As traduções ficaram por conta de José Rubens Siqueira e Luiz Roberto Mendes
Gonçalves. Ao dar conta de bons anos da vida do autor de maneira romanceada, o
livro se destaca por um grau de descentramento (cujos níveis variam) que
interpela o leitor a, assim como o autor faz, sair de si mesmo, seja do ponto
de vista do ato da leitura em si, seja de uma perspectiva vivencial e
filosófica de uma forma geral. A primeira marca desse descentramento,
certamente a mais visível logo ao início da leitura, é a opção pela narrativa
em terceira pessoa, em vez do registro em primeira, mais habitual e comum na
narrativa autobiográfica. Daí o termo “autrebiographie” que o escritor
utilizou para classificar esses textos, numa tentativa de acentuar essa
outragem (do verbo “outrar-se”, cunhado por Fernando Pessoa) a que se submeteu
em seus escritos. Os três livros que compõem o conjunto memorialístico são,
ainda, um testemunho em ato desse sair-de-si, uma vez que os livros performam,
em sua concepção criativa, esse movimento.

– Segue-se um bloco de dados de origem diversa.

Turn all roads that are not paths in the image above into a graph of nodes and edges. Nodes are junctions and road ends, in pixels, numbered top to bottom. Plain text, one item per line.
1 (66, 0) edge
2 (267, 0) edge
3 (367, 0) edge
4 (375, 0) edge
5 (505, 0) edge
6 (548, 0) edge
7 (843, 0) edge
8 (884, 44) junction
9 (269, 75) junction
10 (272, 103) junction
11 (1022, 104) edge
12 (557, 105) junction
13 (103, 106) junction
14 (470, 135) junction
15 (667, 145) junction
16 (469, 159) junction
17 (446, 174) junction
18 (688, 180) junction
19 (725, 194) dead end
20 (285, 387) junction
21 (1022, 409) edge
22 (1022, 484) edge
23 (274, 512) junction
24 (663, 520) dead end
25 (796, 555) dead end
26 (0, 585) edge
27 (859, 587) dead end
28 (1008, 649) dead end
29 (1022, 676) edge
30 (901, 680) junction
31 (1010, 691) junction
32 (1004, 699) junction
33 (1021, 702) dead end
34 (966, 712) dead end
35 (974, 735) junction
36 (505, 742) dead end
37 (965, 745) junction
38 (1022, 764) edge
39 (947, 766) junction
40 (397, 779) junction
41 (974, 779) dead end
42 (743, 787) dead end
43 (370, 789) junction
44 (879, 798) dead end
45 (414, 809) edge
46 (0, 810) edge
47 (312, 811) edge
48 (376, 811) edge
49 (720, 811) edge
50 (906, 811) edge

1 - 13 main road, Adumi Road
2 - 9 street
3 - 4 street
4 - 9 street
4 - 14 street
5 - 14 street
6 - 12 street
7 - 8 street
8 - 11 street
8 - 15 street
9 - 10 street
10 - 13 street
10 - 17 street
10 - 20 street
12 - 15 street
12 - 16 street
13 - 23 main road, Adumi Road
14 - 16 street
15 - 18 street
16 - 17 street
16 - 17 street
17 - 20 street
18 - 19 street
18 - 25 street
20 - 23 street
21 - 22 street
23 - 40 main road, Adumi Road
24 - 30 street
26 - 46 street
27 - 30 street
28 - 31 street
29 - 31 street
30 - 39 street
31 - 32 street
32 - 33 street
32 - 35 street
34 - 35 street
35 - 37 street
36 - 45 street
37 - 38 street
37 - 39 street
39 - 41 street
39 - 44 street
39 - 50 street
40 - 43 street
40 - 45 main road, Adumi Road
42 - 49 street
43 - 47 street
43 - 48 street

O lugar nenhum da infância sul-africana
O primeiro livro, Infância, dá conta de alguns anos
da vida do pequeno John Coetzee nos anos 1950, vivendo com os pais na pequena
Worcester e, em seguida, na Cidade do Cabo. Destacam-se aqui, principalmente,
as experiências escolares e a relação tempestuosa com o pai e a mãe. John se
mostra desde cedo um garoto com dificuldades de relacionamento, portador de uma
aflição social pela qual se sente perpassar todo o peso da precária estrutura
social da África do Sul da época, à qual o menino não consegue se sentir
indiferente. Ao trazer no nome heranças tanto africânderes quanto inglesas, o
garoto já se sente, de partida, desajustado, sem conseguir se encaixar em
nenhum grupo, traço de personalidade que levará consigo por muitos anos.
Ainda que não formule o pensamento conscientemente, o menino
parece sentir, em todas as relações, o peso da injustiça e da segregação que
grassam na África do Sul de seu tempo. Esse peso vem à tona sob a forma da
culpa (Coetzee é um garoto branco na África do Sul do apartheid) e de um
desajuste que inviabiliza a convivência amistosa e franca, seja com os colegas
da escola, seja com os familiares. Por todos os lados, acordos e desacordos
tácitos que o menino precisa intuir se quiser se mover com o mínimo de
desenvoltura pela sociedade, e Coetzee, o escritor, cola a narrativa com
maestria ao ponto de vista da criança sem soar infantilóide ou excessivamente
bobo.
É de se esperar que um país e um povo divididos produzam
indivíduos igualmente cindidos. O menino John batalha por criar um espaço único
para si a partir de um material social e familiar absolutamente babélico.
Guarda uma reverência intimidada por suas heranças africânderes ao mesmo tempo
que admira os heróis e as glórias da nação inglesa. O idioma da casa é o
inglês, dominado com maestria pelo menino, mas as conversas dos tios na fazenda
da família de seu pai ocorrem em africânder, e o menino não consegue evitar o
fascínio que as gírias e as obscenidades pronunciadas nessa língua lhe
suscitam. O resultado é uma inadequação generalizada, o sentimento de que não
passaria nos testes necessários para ser considerado nem uma coisa nem outra.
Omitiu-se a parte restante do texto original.